• [WHAT YOU WILL DO]: Every line holding "dead" should be copied from the records below.

(Stored data entries)
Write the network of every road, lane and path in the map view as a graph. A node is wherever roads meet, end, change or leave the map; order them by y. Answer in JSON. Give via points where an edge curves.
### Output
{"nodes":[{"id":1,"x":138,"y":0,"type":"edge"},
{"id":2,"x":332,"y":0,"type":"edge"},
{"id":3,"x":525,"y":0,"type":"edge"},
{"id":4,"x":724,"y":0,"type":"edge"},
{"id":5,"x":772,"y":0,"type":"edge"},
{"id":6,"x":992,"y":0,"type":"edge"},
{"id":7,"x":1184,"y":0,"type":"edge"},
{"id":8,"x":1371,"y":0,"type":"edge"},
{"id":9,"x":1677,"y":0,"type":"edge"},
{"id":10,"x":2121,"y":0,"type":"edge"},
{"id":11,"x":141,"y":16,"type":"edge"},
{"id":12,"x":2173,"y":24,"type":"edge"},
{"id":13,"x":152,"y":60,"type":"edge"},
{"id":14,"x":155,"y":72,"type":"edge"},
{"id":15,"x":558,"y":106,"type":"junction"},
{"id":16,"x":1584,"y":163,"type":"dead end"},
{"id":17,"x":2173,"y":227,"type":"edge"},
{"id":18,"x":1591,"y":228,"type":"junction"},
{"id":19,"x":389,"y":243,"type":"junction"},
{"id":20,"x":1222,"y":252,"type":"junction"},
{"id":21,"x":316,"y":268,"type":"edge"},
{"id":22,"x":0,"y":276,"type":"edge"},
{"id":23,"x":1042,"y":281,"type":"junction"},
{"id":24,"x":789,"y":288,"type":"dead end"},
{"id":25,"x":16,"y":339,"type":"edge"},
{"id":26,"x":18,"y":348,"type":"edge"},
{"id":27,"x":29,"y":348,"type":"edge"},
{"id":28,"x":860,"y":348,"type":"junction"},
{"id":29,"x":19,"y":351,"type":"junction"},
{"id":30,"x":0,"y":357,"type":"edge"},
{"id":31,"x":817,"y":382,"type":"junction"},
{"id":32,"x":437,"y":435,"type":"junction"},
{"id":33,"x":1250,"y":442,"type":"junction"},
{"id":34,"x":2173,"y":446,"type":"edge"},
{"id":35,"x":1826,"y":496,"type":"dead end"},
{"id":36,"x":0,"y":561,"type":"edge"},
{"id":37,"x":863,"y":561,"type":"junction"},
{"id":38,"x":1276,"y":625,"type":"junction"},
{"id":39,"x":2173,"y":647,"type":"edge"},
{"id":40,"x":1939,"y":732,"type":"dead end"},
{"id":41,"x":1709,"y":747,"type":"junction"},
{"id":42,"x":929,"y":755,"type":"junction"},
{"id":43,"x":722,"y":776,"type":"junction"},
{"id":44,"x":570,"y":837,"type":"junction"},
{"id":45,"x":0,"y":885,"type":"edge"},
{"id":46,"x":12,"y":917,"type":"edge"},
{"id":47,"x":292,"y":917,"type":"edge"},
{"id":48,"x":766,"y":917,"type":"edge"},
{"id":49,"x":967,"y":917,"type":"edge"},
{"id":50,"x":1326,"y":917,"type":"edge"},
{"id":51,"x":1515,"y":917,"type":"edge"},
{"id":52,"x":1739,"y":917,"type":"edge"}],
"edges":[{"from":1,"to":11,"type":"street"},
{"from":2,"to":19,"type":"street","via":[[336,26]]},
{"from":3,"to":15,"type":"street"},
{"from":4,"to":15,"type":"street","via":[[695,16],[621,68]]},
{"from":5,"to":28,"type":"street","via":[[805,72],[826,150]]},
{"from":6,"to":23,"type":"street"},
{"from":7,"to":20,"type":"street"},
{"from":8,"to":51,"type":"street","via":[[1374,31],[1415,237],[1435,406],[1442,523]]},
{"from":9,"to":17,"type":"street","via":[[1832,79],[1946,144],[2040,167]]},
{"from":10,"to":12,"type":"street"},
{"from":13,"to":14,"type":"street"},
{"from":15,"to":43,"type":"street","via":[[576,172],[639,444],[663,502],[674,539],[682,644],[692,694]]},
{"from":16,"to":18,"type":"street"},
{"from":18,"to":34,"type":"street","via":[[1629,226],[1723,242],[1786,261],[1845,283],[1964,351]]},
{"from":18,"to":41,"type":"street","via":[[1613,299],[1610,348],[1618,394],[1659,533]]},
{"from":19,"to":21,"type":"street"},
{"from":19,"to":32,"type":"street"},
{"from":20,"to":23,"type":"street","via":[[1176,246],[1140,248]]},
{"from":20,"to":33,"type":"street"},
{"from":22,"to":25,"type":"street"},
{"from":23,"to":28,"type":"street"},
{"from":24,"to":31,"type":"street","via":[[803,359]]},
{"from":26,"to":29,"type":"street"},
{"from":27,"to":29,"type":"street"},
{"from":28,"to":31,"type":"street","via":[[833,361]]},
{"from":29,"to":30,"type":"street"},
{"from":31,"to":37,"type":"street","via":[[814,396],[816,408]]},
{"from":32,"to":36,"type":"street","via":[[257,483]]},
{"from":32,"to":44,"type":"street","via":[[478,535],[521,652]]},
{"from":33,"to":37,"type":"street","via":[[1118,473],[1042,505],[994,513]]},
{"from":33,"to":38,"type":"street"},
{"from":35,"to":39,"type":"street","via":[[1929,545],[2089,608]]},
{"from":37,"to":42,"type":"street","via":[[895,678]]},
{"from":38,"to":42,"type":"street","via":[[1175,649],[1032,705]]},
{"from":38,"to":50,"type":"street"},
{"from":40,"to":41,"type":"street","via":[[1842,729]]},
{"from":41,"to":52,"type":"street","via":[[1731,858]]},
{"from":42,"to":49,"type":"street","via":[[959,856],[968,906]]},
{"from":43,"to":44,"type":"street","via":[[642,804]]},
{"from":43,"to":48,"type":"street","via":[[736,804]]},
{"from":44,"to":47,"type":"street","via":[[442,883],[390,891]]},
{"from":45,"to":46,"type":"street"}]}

• [ANSWER TO THIS PROBLEM]:
{"id":16,"x":1584,"y":163,"type":"dead end"},
{"id":24,"x":789,"y":288,"type":"dead end"},
{"id":35,"x":1826,"y":496,"type":"dead end"},
{"id":40,"x":1939,"y":732,"type":"dead end"},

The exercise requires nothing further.